Basketball season is back.
How do I feel about that? Well I'm a Knick fan so that's a complicated question. My team is owned by a man who, according even the most supportive of Knick fans, is not the sharpest tool in the shed. My team has spent the past 7 years languishing in mediocrity, and the off-season was full of non-basketball-related madness. The management team have been outed as, once again even according to the most ardent fan, phenominally niave. According to most accounts, the people running the Knicks sound more like a 50 cent groupie party then a professional team.
And now comes the basketball. Its fair to say that, regardless of whether you believe he may in the future, Isiah Thomas has certainly not succeeded to date. Four straight years sub .500 says to me charlatans rather then champions.
Last year was more of the same. Winter evenings in New York would find countless Knick fans stumbling home, clutching their coats tight to try and hide the retro Starks jerset beneath, hoping beyond hope not to meet their Nets-loving friend, who would just make the evening that much more unbearable. How many times did I see Jamal Crawford go 2-18, or Eddy Curry foul out in 11 minutes? For every David Lee buzzer-beater, there were five or six double-figure home losses to our most hated rivals.
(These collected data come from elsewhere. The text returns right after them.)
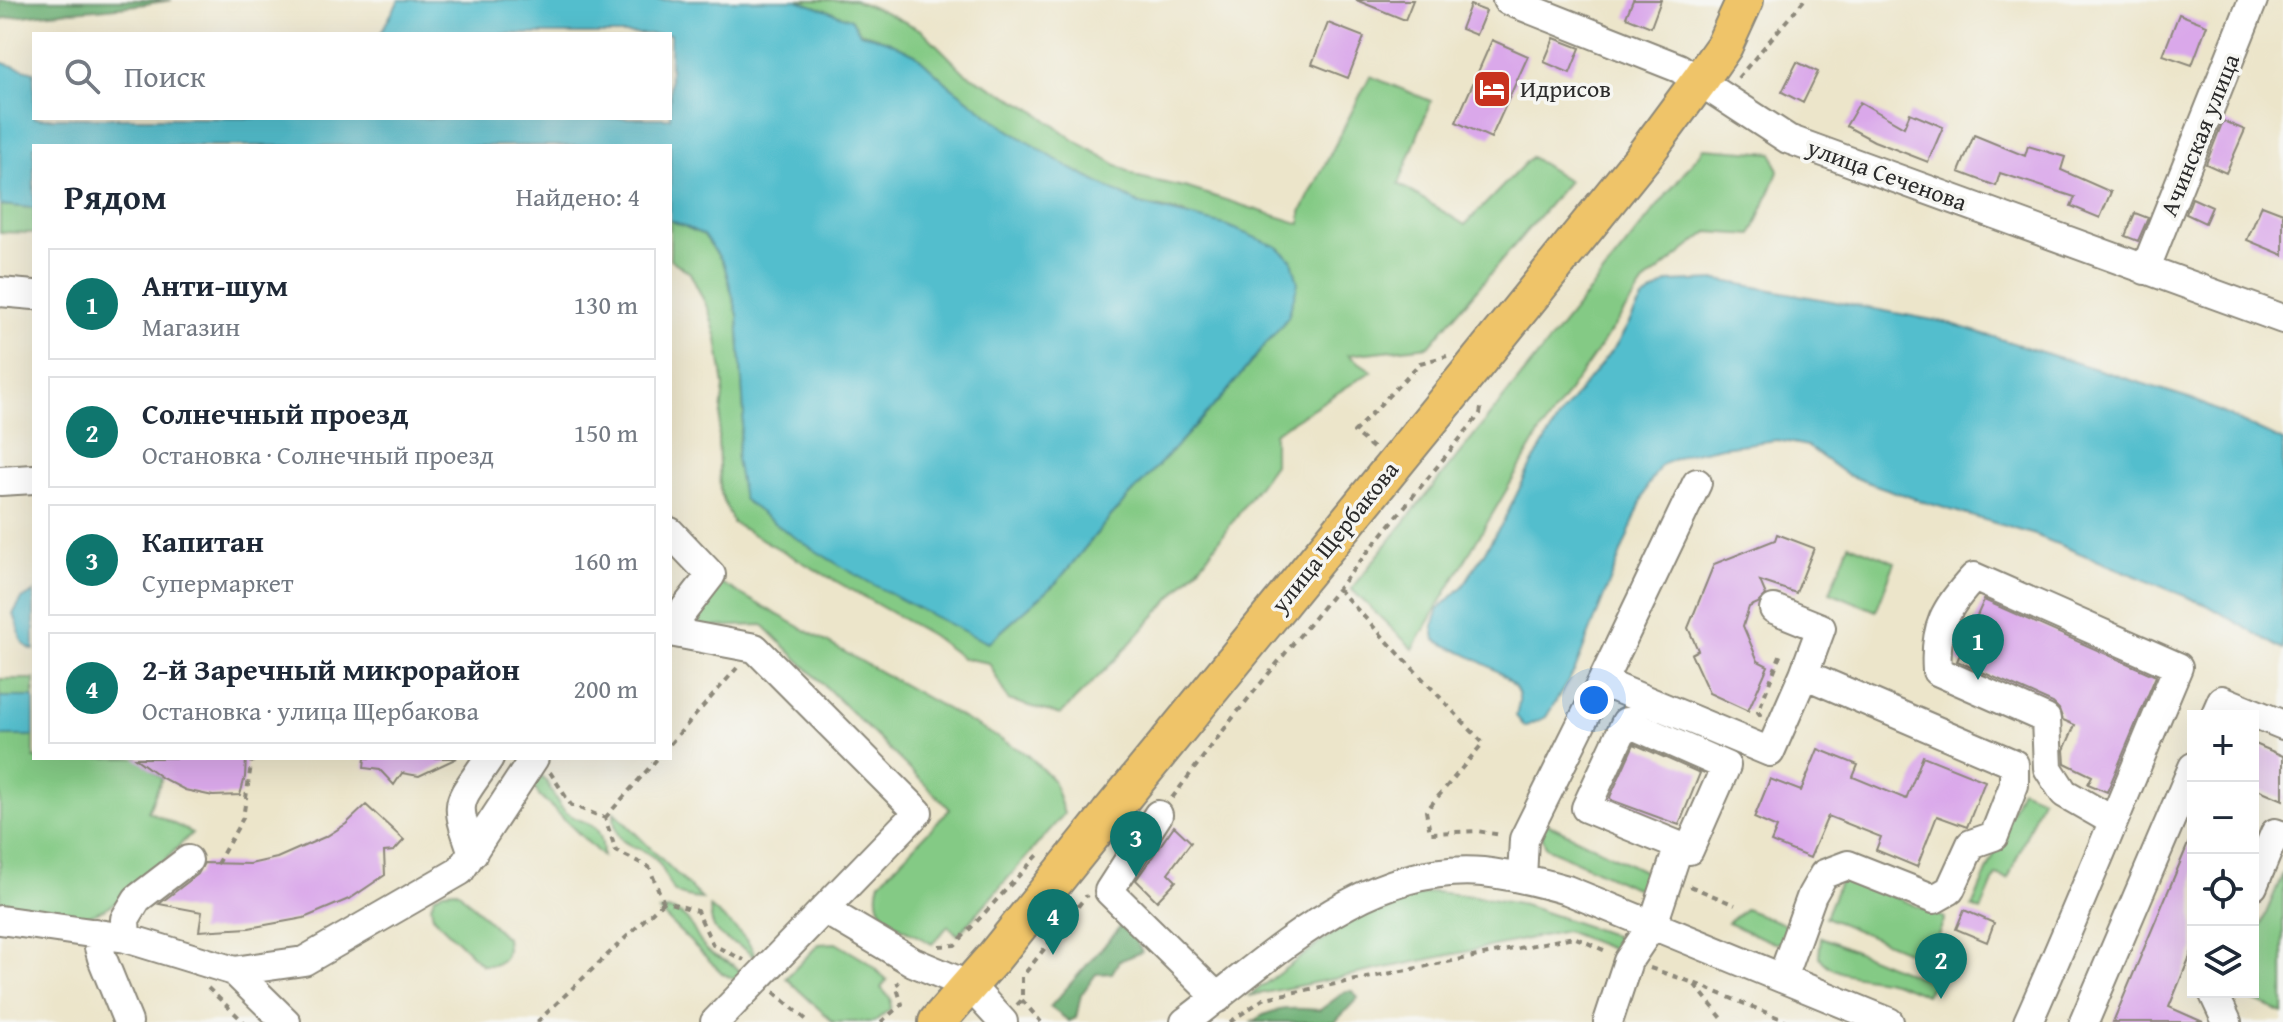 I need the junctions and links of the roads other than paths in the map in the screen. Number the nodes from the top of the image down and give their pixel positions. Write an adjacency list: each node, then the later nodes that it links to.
1 (1507, 0): 6 (street, улица Сеченова)
2 (1745, 0): 5 (main road, улица Щербакова)
3 (1771, 0): 5 (main road, улица Щербакова)
4 (2253, 0): 7 (street, Ачинская улица)
5 (1724, 46): 6 (main road, улица Щербакова)
6 (1700, 80): 7 (street, улица Сеченова); 42 (main road, улица Щербакова, bridge)
7 (2145, 270): 10 (street, улица Сеченова)
8 (0, 292): 9 (street)
9 (32, 295)
10 (2283, 319)
11 (32, 479): 12 (street)
12 (0, 481)
13 (1697, 483): 19 (street)
14 (672, 534): 16 (street)
15 (1774, 609): 18 (street)
16 (672, 627)
17 (672, 630): 35 (street)
18 (1804, 674): 19 (street); 41 (street)
19 (1602, 682): 34 (street)
20 (2218, 710): 21 (street)
21 (2246, 710)
22 (2259, 715): 23 (street)
23 (2283, 725)
24 (488, 760): 31 (street)
25 (533, 760): 31 (street)
26 (2187, 781): 54 (street)
27 (1158, 815): 44 (street)
28 (2113, 821): 28 (street); 53 (street)
29 (2283, 836): 33 (street)
30 (1679, 846): 30 (street); 37 (street)
31 (473, 853): 40 (street)
32 (188, 860): 39 (street)
33 (2259, 872)
34 (1522, 878): 37 (street); 44 (street)
35 (825, 910): 42 (street); 48 (street)
36 (0, 920): 38 (street)
37 (1653, 924): 41 (street); 51 (street)
38 (95, 933): 39 (street); 46 (street)
39 (126, 938): 40 (street)
40 (234, 971): 47 (street)
41 (1782, 978): 52 (street)
42 (970, 986): 45 (street); 49 (main road, улица Щербакова)
43 (2216, 998): 55 (street)
44 (1224, 1010): 50 (street)
45 (1002, 1021)
46 (128, 1022)
47 (286, 1022)
48 (715, 1022)
49 (937, 1022)
50 (1185, 1022)
51 (1608, 1022)
52 (1889, 1022)
53 (2028, 1022)
54 (2084, 1022)
55 (2227, 1022)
Yet I return. Why? Because they're not just the New York Knicks to me. They're MY New York Knicks. Every fleeting victory was a leap of joy in my heart, and all those soul-numbing defeats, a dagger through my chest. I stood in Madison Square Garden (not as often as I wished, but whenever I could) and I screamed and cheered with every Marbury bounce-pass, every Jamal to Eddy alley-oop. And I slumped wearily back in my seat every time a second-rate point guard busted out for 30 points against the non-existent defense. Every step taken on the court by a player wearing the Knicks uniform is a step taken in tandem with me, and thousands of other Knick fans as well. Sitting in the stands at the Garden is a sign to those players that we, the fans, are there with them. When they laugh, we laugh too. When they cry, we shed tears with them. When they triumph, their victory is ours as well, and when they face defeat, they do so in spite of our best efforts.
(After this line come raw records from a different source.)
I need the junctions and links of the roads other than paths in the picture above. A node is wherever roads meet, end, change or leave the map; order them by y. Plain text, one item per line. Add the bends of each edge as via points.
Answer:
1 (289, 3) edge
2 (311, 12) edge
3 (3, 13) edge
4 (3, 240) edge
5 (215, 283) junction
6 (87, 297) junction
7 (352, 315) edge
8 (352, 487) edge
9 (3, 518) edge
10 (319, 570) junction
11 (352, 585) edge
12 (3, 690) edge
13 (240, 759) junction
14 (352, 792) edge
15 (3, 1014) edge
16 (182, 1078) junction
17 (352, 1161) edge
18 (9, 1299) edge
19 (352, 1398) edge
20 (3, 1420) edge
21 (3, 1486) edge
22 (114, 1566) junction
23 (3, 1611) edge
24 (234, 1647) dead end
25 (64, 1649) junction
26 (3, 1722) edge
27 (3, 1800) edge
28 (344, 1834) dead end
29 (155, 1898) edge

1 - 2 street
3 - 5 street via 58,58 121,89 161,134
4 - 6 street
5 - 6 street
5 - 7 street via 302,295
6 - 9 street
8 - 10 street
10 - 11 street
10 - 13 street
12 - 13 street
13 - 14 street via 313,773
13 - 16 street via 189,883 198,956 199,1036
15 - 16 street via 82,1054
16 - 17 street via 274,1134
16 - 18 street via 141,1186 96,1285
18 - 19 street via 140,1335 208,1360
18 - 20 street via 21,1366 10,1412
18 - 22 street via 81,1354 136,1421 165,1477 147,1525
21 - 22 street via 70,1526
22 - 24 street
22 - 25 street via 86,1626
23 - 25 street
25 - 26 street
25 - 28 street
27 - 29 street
It is a great responsibilty being an athlete, for they carry our hopes and dreams with their actions. When I show disapproval, that is my right and I do so to urge them to heights as yet unscaled. To earn our support and happiness in the good times, they must be prepared to accept our anger when we feel the effort is lacking.
Silence would be a far worse response then our boos. There is a fine line between love and hate, but apathy, mere disinterest is the fate of the truly irrelevent.
And so, I stand here at the start of a new season and once again I turn my face to the five men standing on the court and I say to them "Take my hopes and aspirations and show me where this year will take us". To quote Yeats "But I, being poor, have only my dreams. I have spread my dreams under your feet. Tread softly, for you tread on my dreams"
They are my New York Knicks. And they are yours too.
Yours,
Firefly
Some men see things as they are and ask why. I dream things that never were and ask why not?